This last week I finally caved to one of the hundreds of instagram hacks of everyday items that promise to optimize that imperfect thing you own. (That my wife lovingly sends on a daily basis.)

You see, this time, I actually agreed that the Step2 Water Table did have a major flaw: no consistent water flow. I had that thought when I put it together a few months ago, then wham, a hack! Now it can be perfect.

Here’s the takeaway: living an optimized life usually has setbacks greater than the gift you gave yourself. There’s actually a sick article by Leo Babauta that you should totally read in full heresies that provides a great Case Against Optimization for this among other reasons, but first, the water table.

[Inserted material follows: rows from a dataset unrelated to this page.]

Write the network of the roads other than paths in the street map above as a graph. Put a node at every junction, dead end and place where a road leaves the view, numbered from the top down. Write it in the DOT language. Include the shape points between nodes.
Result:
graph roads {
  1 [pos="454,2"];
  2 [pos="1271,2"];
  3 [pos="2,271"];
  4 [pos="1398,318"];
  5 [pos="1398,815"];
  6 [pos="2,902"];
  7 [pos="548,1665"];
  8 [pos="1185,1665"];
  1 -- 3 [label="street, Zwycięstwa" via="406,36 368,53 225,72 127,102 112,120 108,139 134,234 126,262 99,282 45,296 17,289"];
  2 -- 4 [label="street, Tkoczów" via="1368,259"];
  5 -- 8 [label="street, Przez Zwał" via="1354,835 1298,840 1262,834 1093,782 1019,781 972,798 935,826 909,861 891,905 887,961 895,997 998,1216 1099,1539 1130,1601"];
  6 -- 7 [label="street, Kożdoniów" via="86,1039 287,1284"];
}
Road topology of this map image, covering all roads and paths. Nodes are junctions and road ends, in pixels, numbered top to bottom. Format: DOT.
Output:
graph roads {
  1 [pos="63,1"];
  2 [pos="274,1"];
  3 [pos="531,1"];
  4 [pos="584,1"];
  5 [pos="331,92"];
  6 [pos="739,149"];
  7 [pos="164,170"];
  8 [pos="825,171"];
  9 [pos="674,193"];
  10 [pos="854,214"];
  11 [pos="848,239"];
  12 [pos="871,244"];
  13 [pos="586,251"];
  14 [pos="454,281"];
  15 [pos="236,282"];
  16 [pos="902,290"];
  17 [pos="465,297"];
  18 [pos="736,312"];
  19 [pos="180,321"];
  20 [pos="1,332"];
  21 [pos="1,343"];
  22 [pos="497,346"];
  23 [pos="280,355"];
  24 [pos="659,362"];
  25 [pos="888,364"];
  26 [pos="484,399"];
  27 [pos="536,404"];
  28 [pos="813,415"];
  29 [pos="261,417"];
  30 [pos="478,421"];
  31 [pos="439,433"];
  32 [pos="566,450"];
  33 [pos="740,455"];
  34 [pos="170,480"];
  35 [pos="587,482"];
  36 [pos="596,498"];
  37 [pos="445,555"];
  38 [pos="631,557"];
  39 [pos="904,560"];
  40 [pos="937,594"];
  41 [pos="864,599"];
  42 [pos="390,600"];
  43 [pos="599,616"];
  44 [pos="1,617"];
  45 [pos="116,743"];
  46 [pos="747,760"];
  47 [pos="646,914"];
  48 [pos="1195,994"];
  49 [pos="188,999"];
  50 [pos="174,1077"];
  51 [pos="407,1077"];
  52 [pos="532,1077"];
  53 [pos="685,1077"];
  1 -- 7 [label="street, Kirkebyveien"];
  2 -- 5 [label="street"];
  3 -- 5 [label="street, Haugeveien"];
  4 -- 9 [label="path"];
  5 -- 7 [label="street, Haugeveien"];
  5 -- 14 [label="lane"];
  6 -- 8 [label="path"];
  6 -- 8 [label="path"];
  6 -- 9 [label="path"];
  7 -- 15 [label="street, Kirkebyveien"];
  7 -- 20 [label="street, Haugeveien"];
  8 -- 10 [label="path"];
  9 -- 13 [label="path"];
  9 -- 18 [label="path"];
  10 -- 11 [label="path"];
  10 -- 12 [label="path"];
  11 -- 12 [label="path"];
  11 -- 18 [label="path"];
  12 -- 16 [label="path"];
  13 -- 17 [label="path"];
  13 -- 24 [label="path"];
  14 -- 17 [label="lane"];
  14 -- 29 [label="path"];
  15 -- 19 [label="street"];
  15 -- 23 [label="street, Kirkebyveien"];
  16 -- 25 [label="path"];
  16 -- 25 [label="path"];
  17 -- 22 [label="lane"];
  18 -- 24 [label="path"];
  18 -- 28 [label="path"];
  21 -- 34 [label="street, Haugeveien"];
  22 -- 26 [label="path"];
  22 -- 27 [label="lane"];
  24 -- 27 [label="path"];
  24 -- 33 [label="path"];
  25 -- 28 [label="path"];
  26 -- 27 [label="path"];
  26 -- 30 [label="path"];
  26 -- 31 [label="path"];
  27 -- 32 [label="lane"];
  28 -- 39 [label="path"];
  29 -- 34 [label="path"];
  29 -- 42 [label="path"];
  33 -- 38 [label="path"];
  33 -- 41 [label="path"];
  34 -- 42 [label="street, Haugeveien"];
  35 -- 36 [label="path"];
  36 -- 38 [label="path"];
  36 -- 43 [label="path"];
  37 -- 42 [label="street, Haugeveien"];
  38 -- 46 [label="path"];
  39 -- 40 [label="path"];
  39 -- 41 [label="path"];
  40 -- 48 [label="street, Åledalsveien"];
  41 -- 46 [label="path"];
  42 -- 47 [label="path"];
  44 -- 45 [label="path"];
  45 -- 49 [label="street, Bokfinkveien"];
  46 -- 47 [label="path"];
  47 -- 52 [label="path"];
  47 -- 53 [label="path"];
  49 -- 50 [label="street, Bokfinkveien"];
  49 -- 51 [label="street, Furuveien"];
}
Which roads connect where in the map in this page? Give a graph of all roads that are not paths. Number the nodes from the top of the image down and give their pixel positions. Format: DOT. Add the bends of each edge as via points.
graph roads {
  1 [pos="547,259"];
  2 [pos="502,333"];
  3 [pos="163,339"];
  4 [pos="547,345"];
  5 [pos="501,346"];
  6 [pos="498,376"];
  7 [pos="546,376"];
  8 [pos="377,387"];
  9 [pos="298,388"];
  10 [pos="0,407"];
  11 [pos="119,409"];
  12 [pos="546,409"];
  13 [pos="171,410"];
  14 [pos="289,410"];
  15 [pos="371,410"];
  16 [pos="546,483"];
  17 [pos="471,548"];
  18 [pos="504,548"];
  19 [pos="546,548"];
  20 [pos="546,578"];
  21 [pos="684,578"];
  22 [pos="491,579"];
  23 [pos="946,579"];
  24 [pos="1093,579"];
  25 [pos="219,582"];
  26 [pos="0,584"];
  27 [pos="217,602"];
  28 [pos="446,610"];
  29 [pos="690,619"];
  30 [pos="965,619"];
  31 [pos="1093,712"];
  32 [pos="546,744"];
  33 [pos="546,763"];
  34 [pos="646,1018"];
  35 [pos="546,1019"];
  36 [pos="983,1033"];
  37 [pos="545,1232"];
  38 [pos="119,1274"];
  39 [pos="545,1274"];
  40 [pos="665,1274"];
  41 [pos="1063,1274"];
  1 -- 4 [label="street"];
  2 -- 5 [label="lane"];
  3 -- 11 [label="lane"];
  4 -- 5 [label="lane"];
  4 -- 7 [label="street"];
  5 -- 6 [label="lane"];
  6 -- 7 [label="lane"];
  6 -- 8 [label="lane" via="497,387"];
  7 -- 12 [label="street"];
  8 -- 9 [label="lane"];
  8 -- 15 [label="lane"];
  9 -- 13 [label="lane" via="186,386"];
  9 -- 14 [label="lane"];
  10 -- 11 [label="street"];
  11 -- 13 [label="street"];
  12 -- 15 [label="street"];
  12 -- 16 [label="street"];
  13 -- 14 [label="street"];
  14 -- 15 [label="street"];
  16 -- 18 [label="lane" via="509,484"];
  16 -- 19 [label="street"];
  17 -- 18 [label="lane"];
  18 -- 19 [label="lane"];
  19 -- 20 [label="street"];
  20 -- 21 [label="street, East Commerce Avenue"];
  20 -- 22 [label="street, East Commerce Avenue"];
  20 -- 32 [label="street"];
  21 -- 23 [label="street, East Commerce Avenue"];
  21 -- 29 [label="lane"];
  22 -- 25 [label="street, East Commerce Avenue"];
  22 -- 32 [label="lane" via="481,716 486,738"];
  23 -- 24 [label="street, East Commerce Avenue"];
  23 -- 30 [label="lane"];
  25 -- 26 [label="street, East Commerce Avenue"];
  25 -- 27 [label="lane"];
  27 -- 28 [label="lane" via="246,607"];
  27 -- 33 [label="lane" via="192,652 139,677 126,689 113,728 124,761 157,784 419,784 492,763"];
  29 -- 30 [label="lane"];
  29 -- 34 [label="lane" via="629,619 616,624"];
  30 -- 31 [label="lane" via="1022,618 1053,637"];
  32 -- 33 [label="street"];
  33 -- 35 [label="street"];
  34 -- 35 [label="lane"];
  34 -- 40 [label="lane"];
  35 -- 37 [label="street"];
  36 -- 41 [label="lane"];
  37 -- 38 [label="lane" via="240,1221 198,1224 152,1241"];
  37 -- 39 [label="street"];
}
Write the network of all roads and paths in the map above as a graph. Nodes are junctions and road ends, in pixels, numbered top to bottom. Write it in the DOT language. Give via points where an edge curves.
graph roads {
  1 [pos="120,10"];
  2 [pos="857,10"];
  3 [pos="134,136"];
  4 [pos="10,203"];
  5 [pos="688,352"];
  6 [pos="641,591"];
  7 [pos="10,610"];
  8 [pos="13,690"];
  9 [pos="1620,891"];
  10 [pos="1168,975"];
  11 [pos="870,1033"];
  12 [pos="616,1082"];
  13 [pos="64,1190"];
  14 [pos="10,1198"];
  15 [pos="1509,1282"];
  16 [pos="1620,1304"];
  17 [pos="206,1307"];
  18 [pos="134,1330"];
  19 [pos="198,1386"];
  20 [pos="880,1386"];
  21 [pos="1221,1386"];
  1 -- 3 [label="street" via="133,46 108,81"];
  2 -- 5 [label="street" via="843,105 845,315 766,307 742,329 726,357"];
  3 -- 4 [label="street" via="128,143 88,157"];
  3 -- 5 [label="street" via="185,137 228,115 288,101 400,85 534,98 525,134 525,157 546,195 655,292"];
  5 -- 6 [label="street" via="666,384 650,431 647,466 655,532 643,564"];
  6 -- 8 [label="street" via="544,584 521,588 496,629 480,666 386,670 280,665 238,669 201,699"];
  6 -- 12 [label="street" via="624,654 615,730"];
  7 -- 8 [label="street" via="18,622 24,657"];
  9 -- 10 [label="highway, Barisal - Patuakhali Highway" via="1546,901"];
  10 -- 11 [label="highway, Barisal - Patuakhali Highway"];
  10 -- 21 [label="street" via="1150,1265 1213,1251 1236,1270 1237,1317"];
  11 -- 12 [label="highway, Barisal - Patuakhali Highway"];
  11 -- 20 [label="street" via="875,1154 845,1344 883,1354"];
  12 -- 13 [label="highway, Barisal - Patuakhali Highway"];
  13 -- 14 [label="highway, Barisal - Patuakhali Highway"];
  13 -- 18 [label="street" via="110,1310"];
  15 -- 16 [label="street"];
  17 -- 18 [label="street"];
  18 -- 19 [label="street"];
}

  • The table has a part that flows water down a shoot which leads to slides, gears and this cool tipsy teeter totter piece. My son loves watching the water take a fun little journey to the bottom maybe more than just dripping from the middle.
  • When you install that pump, it actually is placed over and through (therefore blocking) that part of the water table, making it totally unusable and pointless.

As I stood back and watched this for the first time, I just thought how much of a cost this new optimized benefit came with, and I didn’t love it. But maybe my son would?

  • Nah. You see, there’s a plastic straw that the pump uses to pull water from the bottom. Guess what any 1.5 year old is going to do? Pull that straw right out from the bottom.
  • In what world would I have thought the consistent flow of water would ever beat pulling on a plastic straw that pops out from something and then he can swing it around and hit stuff? (I am a first time father.)

That hack was totally whack. I reflected on this way more than the average person should. Which takes us back to Leo’s article, he has two considerations that I love regarding optimizations:

  1. The savings never get realized.
  2. Optimizing is a focus on what’s not important.

The savings (my time physically pouring water through the top) was literally never realized. Speaking of me physically pouring water through the top, that’s actually the most important thing: playing with my son.

So what is there to take into our vocations? Focus less on trying to make things perfect and more on doing less. You see, this water table is already perfect. It’s actually what it needs to be. If the engineers thought consitent flowing water would make it better, it would come with it, right? What they didn’t bet on, is you overriding its actual design for another purpose.

Not long ago I wrote an article about how I’m transitioning from a year of growing our processes to pruning those same ones I’ve built. Why? We’re spending more time trying to optimize and less time playing. What have you been spending time on optimizing again and again and still standing back without the savings realized? What happens if you just did less…

ps: an argument could be made that doing less is actually just optimizing in the other direction, but my point still stands!